Herplaatsingsgarantie

Om de woningnood aan te pakken, heeft het kabinet €220 miljoen beschikbaar gesteld voor de financiële herplaatsingsgarantie voor flexwoningen. Over de periode 2023-2028 is €136,7 miljoen gereserveerd op de begroting.

De belangrijkste veranderingen op het gebied van duurzaamheidssubsidies

Subsidies voor een Doelmatige Energievoorziening en Klimaatbeperking vanaf 2024

Beleidsartikel 4 heeft als doelstellingen om kaders vast te stellen binnen het klimaat- en energiebeleid. Met betrekking tot het klimaatbeleid, zowel op internationaal als Europees niveau, omvat dit het bijdragen aan de doelstellingen van het Klimaatakkoord van Parijs, evenals het streven naar een netto-reductie van broeikasgassen tegen 2030 van minstens 55% in vergelijking met het niveau van 1990, met uiteindelijk als doel klimaatneutraliteit in 2050.

Om deze doelstellingen te ondersteunen, is in 2024 maar liefst 3,6 miljard euro aan subsidies beschikbaar gesteld. Tussen 2023 en 2024 is er een opmerkelijke daling zichtbaar in het beschikbare subsidiebedrag, voornamelijk als gevolg van het beëindigen van het prijsplafond in 2023.

Uitbreiding van de ISDE-subsidie

In 2024 wordt de Investeringssubsidie duurzame energie en energiebesparing (ISDE) uitgebreid, waarbij ongeveer €95 miljoen extra wordt toegewezen in vergelijking met 2023. Dit brengt het totale budget op €686 miljoen. Deze subsidie, bedoeld voor zowel huiseigenaren als ondernemers, zal vanaf 2024 beschikbaar zijn voor verschillende doeleinden, waaronder:

  • Verbeteringen in isolatie
  • De installatie van (hybride) warmtepompen
  • Het plaatsen van zonneboilers
  • Het aansluiten op een warmtenet
  • De aanschaf van elektrische kookfaciliteiten

Toename van subsidies voor Waterstof

In 2024 wordt een totaalbedrag van €786 miljoen beschikbaar gesteld voor twee subsidies gerelateerd aan waterstof. Dit markeert een stijging van €609 miljoen ten opzichte van 2023, waardoor deze twee subsidies samen de hoogste beschikbare subsidie vormen binnen beleidsartikel 4 voor het jaar 2024.

IPCEI Waterstof

Het Klimaatakkoord verplicht Nederland om via IPCEI-initiatieven de concurrentiepositie van Europa op de wereldwijde groene waterstofmarkt te versterken. Het kabinet heeft financiële middelen gereserveerd om Nederlandse IPCEI-projecten te ondersteunen. Het Ministerie van Economische Zaken en Klimaat heeft als doel om de bredere waterstofmarkt te bevorderen en de benodigde technologieën te ontwikkelen door deel te nemen aan IPCEI.

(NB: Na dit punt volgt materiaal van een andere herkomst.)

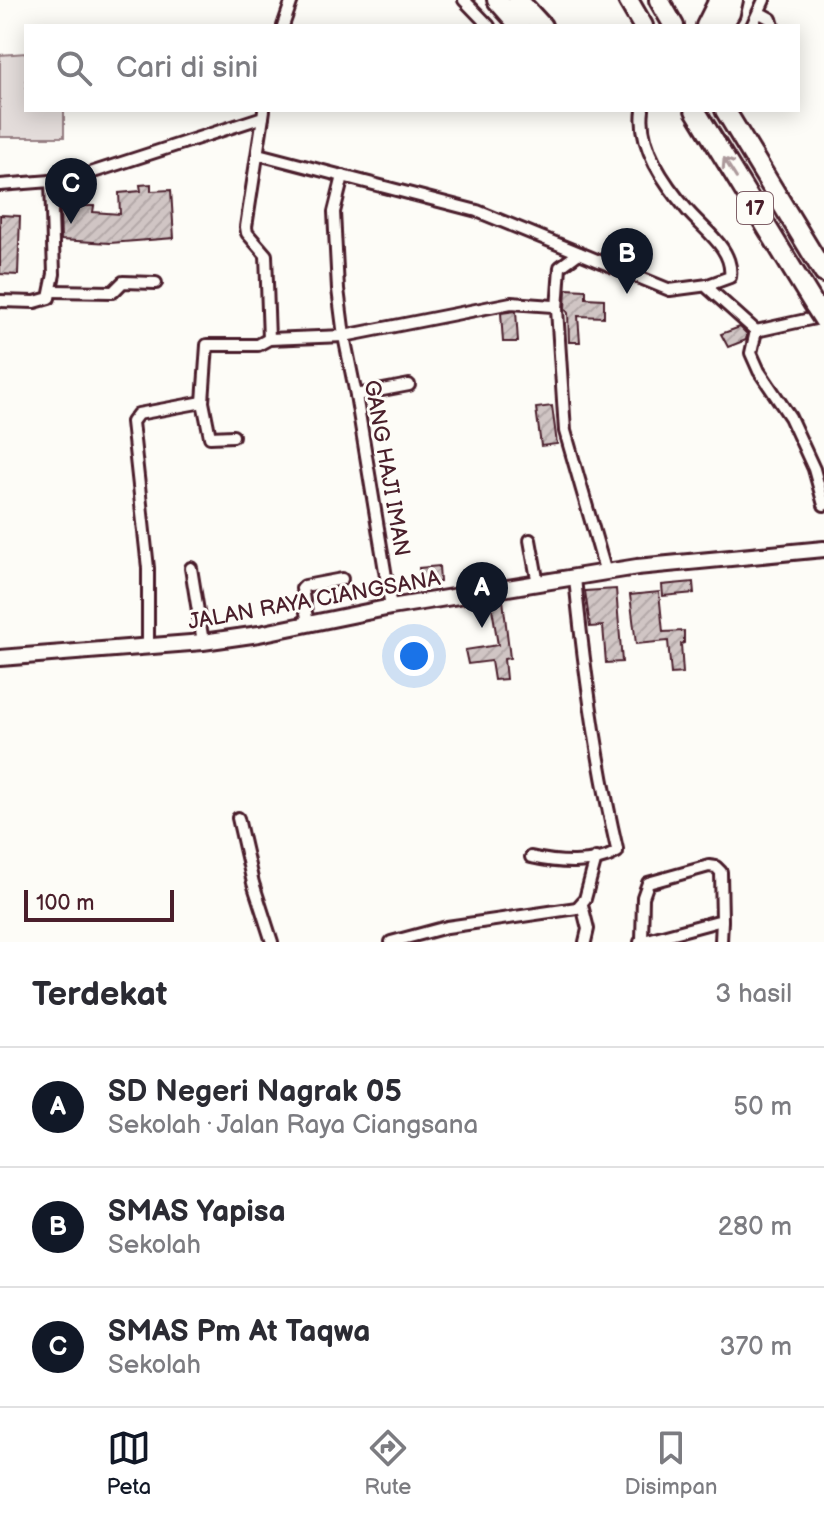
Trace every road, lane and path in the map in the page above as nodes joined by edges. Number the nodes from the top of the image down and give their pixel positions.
1 (292, 0) edge
2 (464, 0) edge
3 (497, 0) edge
4 (518, 0) edge
5 (628, 0) edge
6 (719, 0) edge
7 (733, 0) edge
8 (764, 0) edge
9 (660, 2) edge
10 (760, 13) junction
11 (284, 24) edge
12 (487, 24) edge
13 (518, 24) edge
14 (540, 24) edge
15 (642, 24) edge
16 (673, 24) edge
17 (707, 24) edge
18 (723, 24) edge
19 (753, 24) edge
20 (772, 24) edge
21 (643, 112) edge
22 (696, 112) edge
23 (726, 112) edge
24 (264, 114) edge
25 (258, 154) junction
26 (343, 176) junction
27 (51, 181) junction
28 (0, 185) edge
29 (579, 253) junction
30 (824, 273) edge
31 (156, 283) dead end
32 (708, 285) junction
33 (52, 291) junction
34 (0, 301) edge
35 (557, 309) junction
36 (821, 314) edge
37 (756, 331) junction
38 (344, 336) junction
39 (269, 339) junction
40 (409, 385) dead end
41 (356, 395) junction
42 (203, 402) junction
43 (233, 436) dead end
44 (824, 505) edge
45 (530, 540) dead end
46 (824, 549) edge
47 (191, 568) dead end
48 (606, 573) junction
49 (575, 578) junction
50 (342, 579) dead end
51 (538, 584) junction
52 (391, 607) junction
53 (308, 624) junction
54 (203, 642) junction
55 (148, 647) junction
56 (0, 658) edge
57 (238, 818) dead end
58 (531, 857) dead end
59 (596, 858) junction
60 (582, 905) junction
61 (722, 920) junction
62 (671, 938) edge
63 (272, 942) edge
64 (391, 942) edge
65 (585, 942) edge
66 (641, 942) edge
67 (721, 942) edge

1 - 11 street
2 - 12 street
3 - 13 highway
4 - 14 highway
5 - 15 highway
6 - 17 highway
7 - 18 highway
8 - 10 street
9 - 16 highway
10 - 19 street
10 - 20 street
21 - 32 street
36 -> 22 highway, 17
23 - 30 highway, 17
24 - 25 street
24 - 27 street
25 - 26 street
25 - 39 street
26 - 29 street
26 - 38 street, GANG HAJI IMAN
27 - 28 street
27 - 33 street
29 - 32 street
29 - 35 street
31 - 33 street
32 - 37 street
33 - 34 street
35 - 38 street
35 - 48 street
36 - 37 street
37 - 44 street
38 - 39 street
38 - 41 street, GANG HAJI IMAN
39 - 42 street
40 - 41 street
41 - 52 street, GANG HAJI IMAN
42 - 43 street
42 - 55 street
45 - 51 street
46 - 48 main road, JALAN RAYA CIANGSANA
47 - 54 street
48 - 49 main road, JALAN RAYA CIANGSANA
49 - 51 main road, JALAN RAYA CIANGSANA
49 - 59 street
50 - 53 street
51 - 52 main road, JALAN RAYA CIANGSANA
52 - 53 main road, JALAN RAYA CIANGSANA
53 - 54 main road, JALAN RAYA CIANGSANA
54 - 55 main road, JALAN RAYA CIANGSANA
55 - 56 main road, JALAN RAYA CIANGSANA
57 - 63 street
58 - 59 street
59 - 60 street
60 - 64 street
60 - 65 street
61 - 62 street
61 - 66 street
61 - 67 street
62 - 66 street

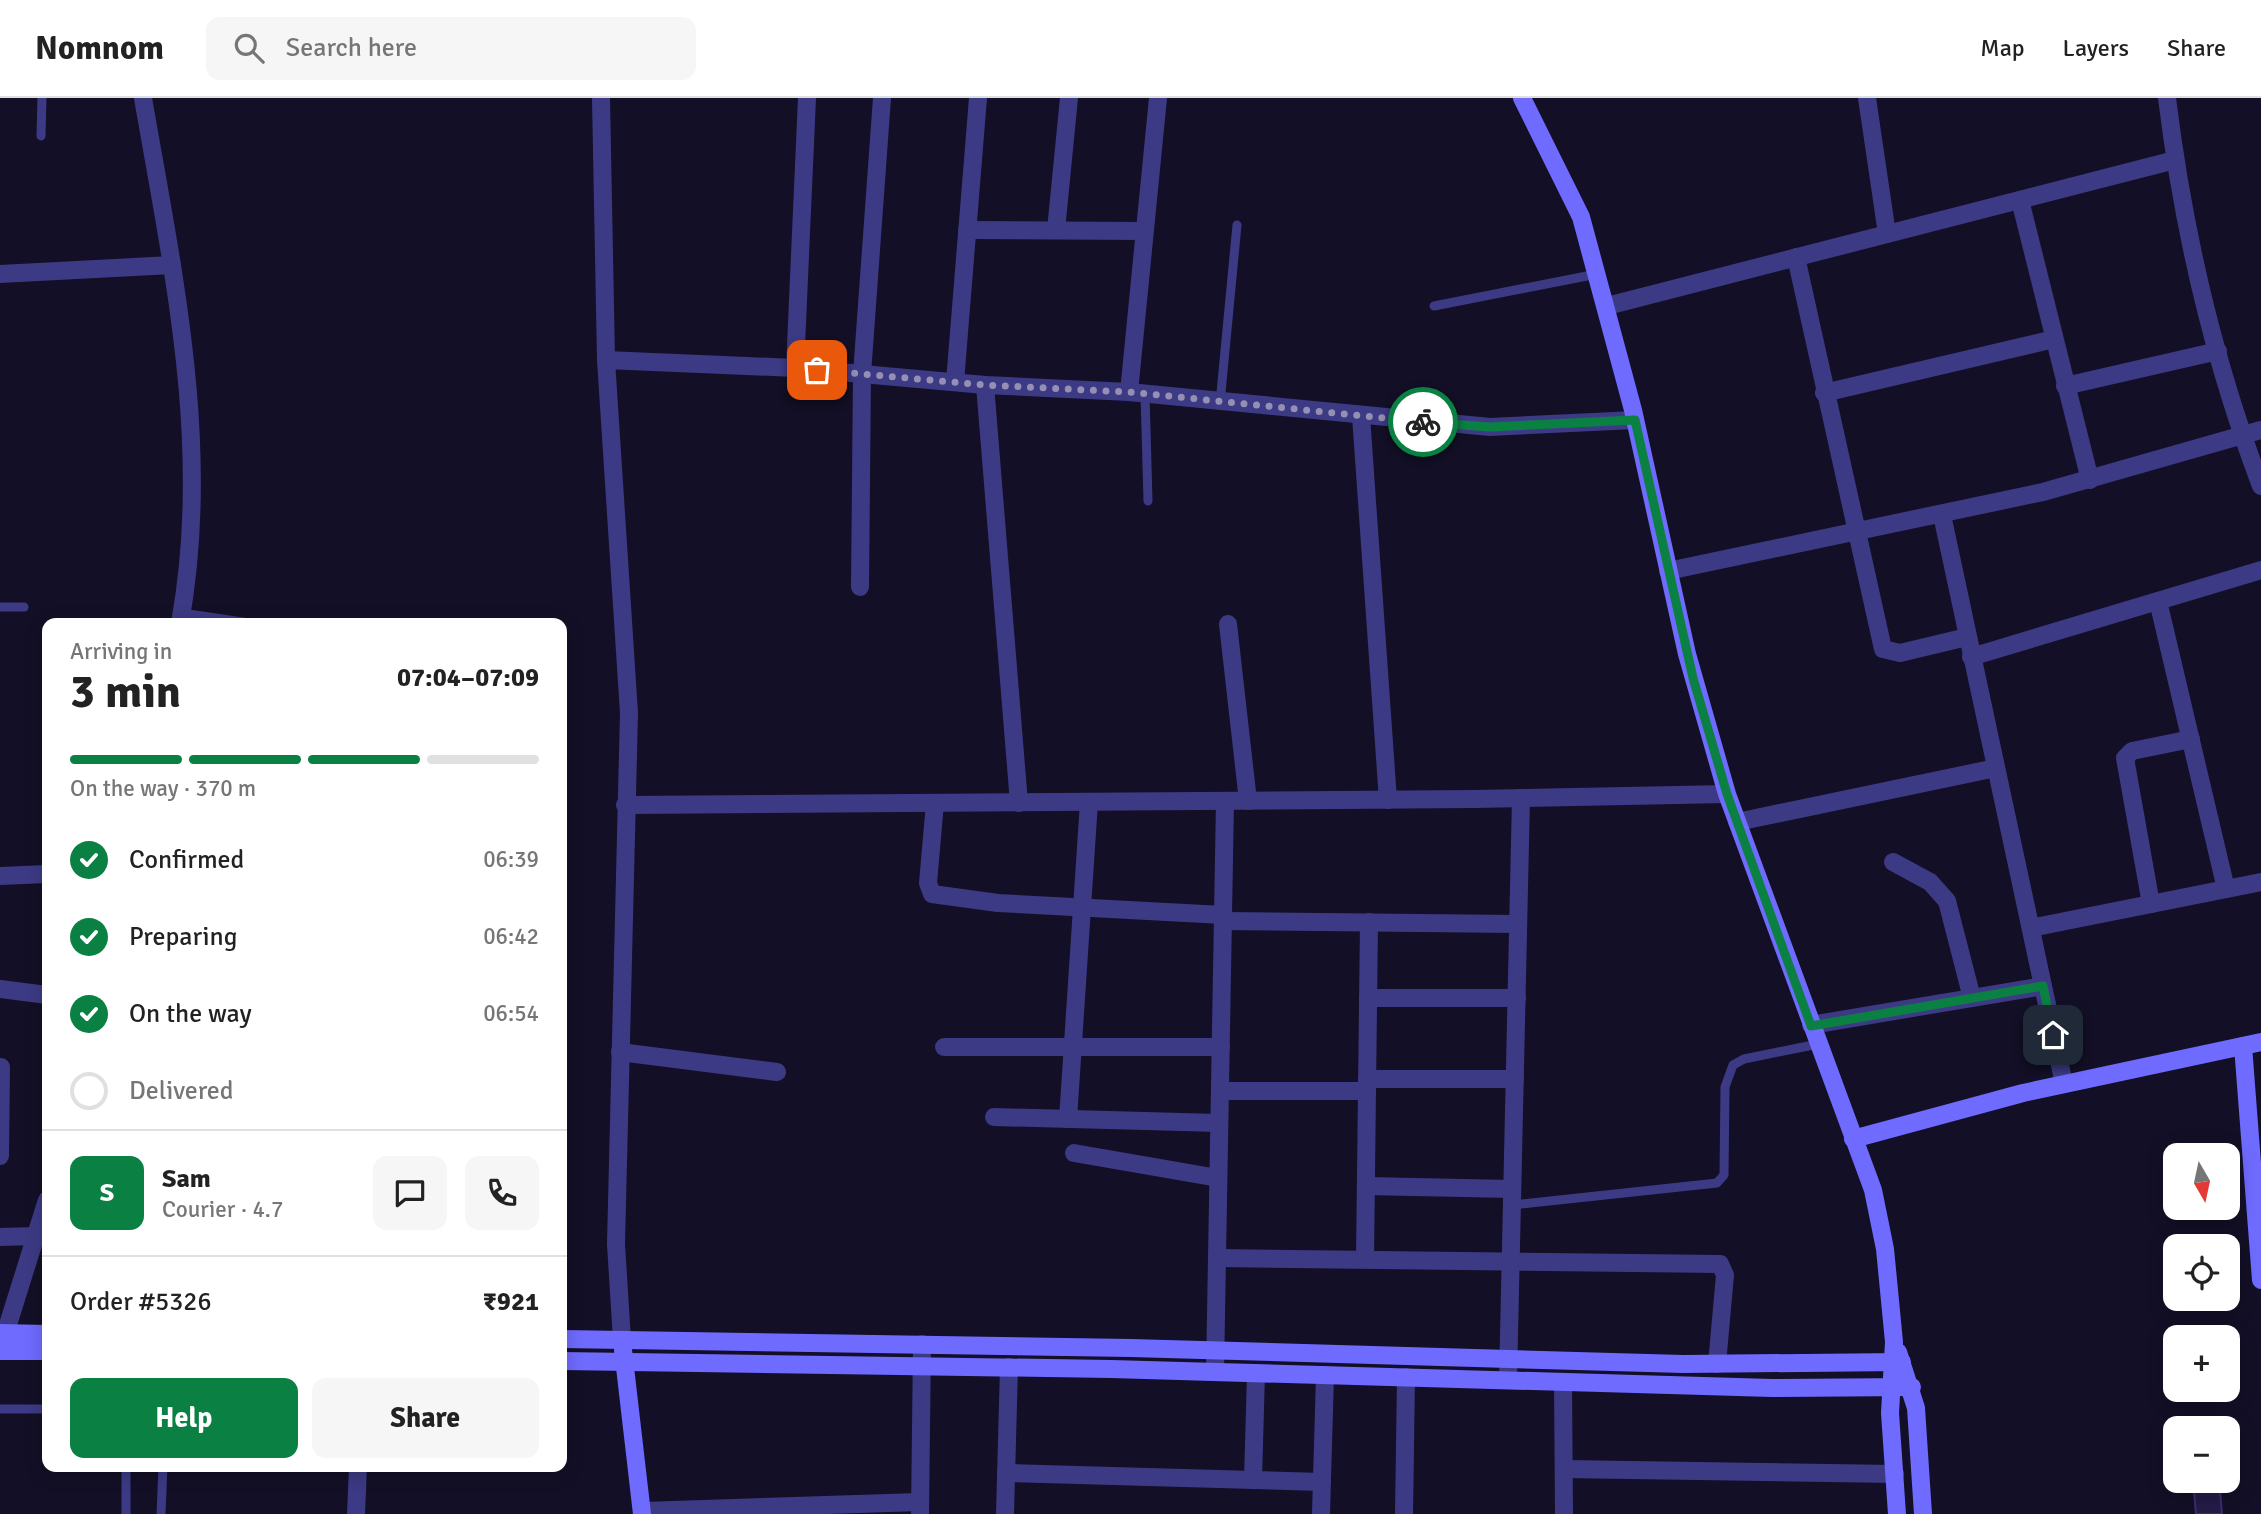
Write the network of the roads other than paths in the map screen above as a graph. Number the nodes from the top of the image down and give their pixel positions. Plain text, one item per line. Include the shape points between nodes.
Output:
1 (42, 98) edge
2 (143, 98) edge
3 (601, 98) edge
4 (807, 98) edge
5 (882, 98) edge
6 (978, 98) edge
7 (1069, 98) edge
8 (1158, 98) edge
9 (1522, 98) edge
10 (1867, 98) edge
11 (2167, 98) edge
12 (41, 136) dead end
13 (2175, 160) junction
14 (2020, 200) junction
15 (1237, 225) dead end
16 (967, 230) junction
17 (1056, 230) junction
18 (1144, 231) junction
19 (1887, 234) junction
20 (1796, 257) junction
21 (172, 265) junction
22 (0, 274) edge
23 (1598, 274) junction
24 (1434, 306) dead end
25 (1606, 306) junction
26 (2054, 339) junction
27 (2218, 351) junction
28 (606, 360) junction
29 (794, 368) junction
30 (862, 374) junction
31 (955, 382) junction
32 (985, 385) junction
33 (2065, 386) junction
34 (1137, 393) junction
35 (1824, 393) junction
36 (1220, 403) junction
37 (1361, 416) junction
38 (1635, 420) junction
39 (2252, 433) edge
40 (2090, 480) junction
41 (2261, 486) edge
42 (1149, 501) dead end
43 (1942, 516) junction
44 (1856, 532) junction
45 (2261, 570) edge
46 (1668, 571) junction
47 (860, 587) dead end
48 (2158, 601) junction
49 (0, 607) edge
50 (24, 607) dead end
51 (181, 618) edge
52 (1228, 624) dead end
53 (1967, 638) junction
54 (1972, 657) junction
55 (2191, 739) junction
56 (1996, 768) junction
57 (1727, 794) junction
58 (1521, 798) junction
59 (1388, 800) junction
60 (1225, 801) junction
61 (1248, 801) junction
62 (1089, 802) junction
63 (935, 803) junction
64 (1019, 803) junction
65 (625, 805) junction
66 (1737, 822) junction
67 (1892, 862) dead end
68 (42, 874) edge
69 (0, 876) edge
70 (2261, 882) edge
71 (2226, 889) junction
72 (2151, 904) junction
73 (1081, 908) junction
74 (1223, 918) junction
75 (1369, 922) junction
76 (1518, 924) junction
77 (2031, 928) junction
78 (2043, 986) junction
79 (0, 989) edge
80 (42, 994) edge
81 (1368, 998) junction
82 (1517, 998) junction
83 (1972, 998) junction
84 (1811, 1026) junction
85 (2261, 1042) edge
86 (1818, 1044) junction
87 (2242, 1046) junction
88 (943, 1047) dead end
89 (1073, 1047) junction
90 (1221, 1047) junction
91 (620, 1052) junction
92 (1, 1067) edge
93 (777, 1072) dead end
94 (1515, 1079) junction
95 (2064, 1084) junction
96 (1367, 1085) junction
97 (1220, 1091) junction
98 (993, 1117) dead end
99 (1068, 1119) junction
100 (1219, 1123) junction
101 (1853, 1139) junction
102 (1074, 1153) dead end
103 (0, 1156) edge
104 (1218, 1178) junction
105 (1366, 1185) junction
106 (1512, 1197) junction
107 (42, 1216) edge
108 (36, 1236) junction
109 (0, 1237) edge
110 (2260, 1244) edge
111 (1217, 1258) junction
112 (1365, 1259) junction
113 (1511, 1262) junction
114 (2261, 1280) edge
115 (42, 1335) edge
116 (567, 1339) edge
117 (622, 1340) junction
118 (1, 1342) edge
119 (922, 1344) junction
120 (42, 1350) edge
121 (1215, 1350) junction
122 (1508, 1359) junction
123 (567, 1361) edge
124 (624, 1362) junction
125 (1897, 1362) junction
126 (1717, 1364) junction
127 (922, 1366) junction
128 (1009, 1367) junction
129 (1214, 1372) junction
130 (1256, 1373) junction
131 (1325, 1375) junction
132 (1406, 1377) junction
133 (1508, 1380) junction
134 (1563, 1382) junction
135 (1912, 1387) junction
136 (1890, 1388) junction
137 (0, 1409) edge
138 (42, 1409) edge
139 (1564, 1469) junction
140 (126, 1472) edge
141 (163, 1472) edge
142 (358, 1472) edge
143 (1006, 1473) junction
144 (1895, 1474) junction
145 (1253, 1480) junction
146 (1322, 1482) junction
147 (920, 1508) edge
148 (642, 1512) edge
149 (126, 1514) edge
150 (161, 1514) edge
151 (356, 1514) edge
152 (1005, 1514) edge
153 (1321, 1514) edge
154 (1404, 1514) edge
155 (1564, 1514) edge
156 (1898, 1514) edge
157 (1923, 1514) edge

1 - 12 lane
2 - 21 street
3 - 28 street
4 - 29 street
5 - 30 street
6 - 16 street
7 - 17 street
8 - 18 street
9 - 23 street via 1581,217
10 - 19 street
11 - 13 street
13 - 14 street
13 - 27 street via 2186,225
14 - 19 street
14 - 26 street
15 - 36 lane
16 - 17 street
16 - 31 street
17 - 18 street
18 - 34 street
19 - 20 street
20 - 25 street
20 - 35 street
21 - 22 street
21 - 51 street via 186,344 193,434 191,542
23 - 24 lane
23 - 25 street
25 - 38 street
26 - 33 street
26 - 35 street
27 - 33 street
27 - 39 street
28 - 29 street
28 - 65 street via 626,635
29 - 30 street
30 - 31 street
30 - 47 street
31 - 32 street
32 - 34 street
32 - 64 street
33 - 40 street
34 - 36 street
34 - 42 lane
35 - 44 street
36 - 37 street
37 - 38 street via 1490,427
37 - 59 street
38 - 46 street
39 - 40 street
39 - 41 street
40 - 43 street
43 - 44 street
43 - 53 street
44 - 46 street
44 - 53 street via 1884,649 1900,653
45 - 48 street
46 - 57 street
48 - 54 street
48 - 55 street
49 - 50 lane
52 - 61 street
53 - 54 street
54 - 56 street
55 - 71 street
55 - 72 street via 2132,751 2125,758
56 - 66 street
56 - 77 street
57 - 58 street
57 - 66 street
58 - 59 street
58 - 76 street
59 - 61 street
60 - 61 street
60 - 62 street
60 - 74 street
62 - 64 street
62 - 73 street
63 - 64 street
63 - 65 street
63 - 73 street via 928,883 932,894
65 - 91 street
66 - 84 street
67 - 83 street via 1930,881 1947,901
68 - 69 street
70 - 71 street
71 - 72 street
72 - 77 street
73 - 74 street
73 - 89 street
74 - 75 street
74 - 90 street
75 - 76 street
75 - 81 street
76 - 82 street
77 - 78 street
78 - 83 street
78 - 95 street
79 - 80 street
81 - 82 street
81 - 96 street
82 - 94 street
83 - 84 street
84 - 86 street
85 - 87 street
86 - 101 street
86 - 106 lane via 1733,1065 1725,1087 1724,1175 1717,1183
87 - 95 street
87 - 110 street
88 - 89 street
89 - 90 street
89 - 99 street
90 - 97 street
91 - 93 street
91 - 117 street via 616,1244
92 - 103 street
94 - 96 street
94 - 106 street
95 - 101 street
96 - 97 street
96 - 105 street
97 - 100 street
98 - 99 street
99 - 100 street
100 - 104 street
101 - 125 street via 1880,1218
102 - 104 street
104 - 111 street
105 - 106 street
105 - 112 street
106 - 113 street
107 - 108 street
108 - 109 street
108 - 118 street
110 - 114 street
111 - 112 street
111 - 121 street
112 - 113 street
113 - 122 street
113 - 126 street via 1720,1264 1726,1275
115 - 118 street
116 - 117 street
117 - 119 street
117 - 124 street
118 - 120 street
119 - 121 street
119 - 127 street
121 - 122 street
121 - 129 street
122 - 126 street
122 - 133 street
123 - 124 street
124 - 127 street
124 - 148 street
125 - 126 street
125 - 135 street
125 - 136 street
127 - 128 street
127 - 147 street
128 - 129 street
128 - 143 street
129 - 130 street
130 - 131 street
130 - 145 street
131 - 132 street
131 - 146 street
132 - 133 street
132 - 154 street
133 - 134 street
134 - 136 street
134 - 139 street
135 - 136 street
135 - 157 street
136 - 144 street
137 - 138 lane
139 - 144 street
139 - 155 street
140 - 149 lane
141 - 150 lane
142 - 151 street
143 - 145 street
143 - 152 street
144 - 156 street
145 - 146 street
146 - 153 street
147 - 148 street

Opschalingsinstrument Waterstof

Het kabinet benadrukt in haar visie op waterstof het belang van opschaling om de klimaatdoelstellingen te halen en duurzame inkomsten te genereren. Het Klimaatfonds heeft €1.932 miljoen toegewezen voor de uitbreiding van duurzame waterstofproductie via elektrolyse (op land, op zee en import), en €100 miljoen voor vergassingsprojecten. Deze opschaling heeft tot doel de kosten te verlagen, zodat elektrolyse op de lange termijn kan concurreren met andere opties voor CO2-reductie.

SDE-Regelingen

Bovendien zijn er verschillende schommelingen in de budgetten voor de Stimuleringsregeling Duurzame Energieproductie (SDE). De SDE-budgetten stijgen omdat in voorgaande jaren lagere subsidie-uitgaven werden verwacht vanwege hogere energieprijzen. Daarnaast worden SDE-middelen uit de jaren 2023 tot en met 2025 ingezet voor de financiering van het Energie- en Klimaatpakket.